Live album by Roswell Rudd
- Released: 1971
- Recorded: November 1965
- Studio: Hilversum, Netherlands
- Genre: Jazz
- Label: America Records 30 AM 6114

Roswell Rudd chronology
| Everywhere (1967) | Roswell Rudd (1971) | Numatik Swing Band (1973) |

= Roswell Rudd (album) =

Roswell Rudd is a live album by the trombonist Roswell Rudd, the first recording under his name. It was recorded in November 1965 in Hilversum, Netherlands, and was released by America Records in 1971. On the album, Rudd is joined by saxophonist John Tchicai, bassist Finn Von Eyben, and drummer Louis Moholo.

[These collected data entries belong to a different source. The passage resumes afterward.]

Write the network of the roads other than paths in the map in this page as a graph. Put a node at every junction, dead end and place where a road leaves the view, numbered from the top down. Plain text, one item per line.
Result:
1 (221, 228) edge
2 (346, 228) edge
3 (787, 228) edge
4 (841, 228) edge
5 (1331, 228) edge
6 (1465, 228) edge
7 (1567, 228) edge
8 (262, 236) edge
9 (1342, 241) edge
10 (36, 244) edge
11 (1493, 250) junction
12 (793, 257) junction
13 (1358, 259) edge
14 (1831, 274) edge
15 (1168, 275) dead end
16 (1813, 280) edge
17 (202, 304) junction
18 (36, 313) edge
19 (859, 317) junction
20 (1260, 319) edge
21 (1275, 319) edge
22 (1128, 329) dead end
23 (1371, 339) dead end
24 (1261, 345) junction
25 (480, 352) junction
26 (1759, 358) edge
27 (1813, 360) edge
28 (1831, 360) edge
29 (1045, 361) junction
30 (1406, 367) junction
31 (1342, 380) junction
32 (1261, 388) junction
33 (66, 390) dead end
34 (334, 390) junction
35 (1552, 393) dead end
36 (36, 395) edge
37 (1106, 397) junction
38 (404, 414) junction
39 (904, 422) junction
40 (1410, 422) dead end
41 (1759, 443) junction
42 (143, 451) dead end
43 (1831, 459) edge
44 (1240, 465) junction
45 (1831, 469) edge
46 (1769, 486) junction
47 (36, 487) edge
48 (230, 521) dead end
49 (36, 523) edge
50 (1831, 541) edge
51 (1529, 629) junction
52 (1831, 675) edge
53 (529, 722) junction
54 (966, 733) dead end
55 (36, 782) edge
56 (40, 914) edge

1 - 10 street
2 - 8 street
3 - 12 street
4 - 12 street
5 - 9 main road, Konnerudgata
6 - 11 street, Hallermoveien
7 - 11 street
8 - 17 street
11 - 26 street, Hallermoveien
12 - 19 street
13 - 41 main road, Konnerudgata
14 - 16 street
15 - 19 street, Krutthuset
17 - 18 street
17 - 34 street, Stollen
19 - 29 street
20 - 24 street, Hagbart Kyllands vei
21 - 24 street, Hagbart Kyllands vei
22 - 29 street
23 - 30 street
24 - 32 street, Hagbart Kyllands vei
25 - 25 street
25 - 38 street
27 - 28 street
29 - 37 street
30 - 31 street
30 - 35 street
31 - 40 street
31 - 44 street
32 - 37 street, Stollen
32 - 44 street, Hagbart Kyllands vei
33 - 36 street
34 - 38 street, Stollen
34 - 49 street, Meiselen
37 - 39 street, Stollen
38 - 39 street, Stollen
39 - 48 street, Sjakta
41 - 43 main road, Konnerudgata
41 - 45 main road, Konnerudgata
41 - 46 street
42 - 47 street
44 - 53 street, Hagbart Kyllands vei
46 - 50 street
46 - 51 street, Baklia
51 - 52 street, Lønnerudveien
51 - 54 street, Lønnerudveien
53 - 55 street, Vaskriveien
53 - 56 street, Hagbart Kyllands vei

In the fall of 1965, Tchicai lined up dates for the New York Art Quartet, a group that he co-led with Rudd, in Copenhagen, Gothenburg (Sweden), Hilversum (Holland), and Amsterdam (where they opened for Ornette Coleman's group), with Von Eyben and Moholo substituting for band members Reggie Workman and Milford Graves, who were unable to make the trip. The NYAQ album Old Stuff, featuring these four players, was recorded in Copenhagen in October, while the album Roswell Rudd was recorded for a radio broadcast while the group was in Hilversum in November. (The date listed on the album jacket, February 1965, is incorrect.) The French label America Records released the album in 1971 without Rudd's consent.

==Reception==

In a review for AllMusic, Matt Collar wrote: "Fans of Rudd will immediately recognize his peculiar slide-heavy and note-bending style. While the album is primarily a free jazz effort, tracks such as 'Old Stuff' and 'Respects' do belie a quasi-boppish influence not dissimilar to the work of avant-garde icon saxophonist Ornette Coleman."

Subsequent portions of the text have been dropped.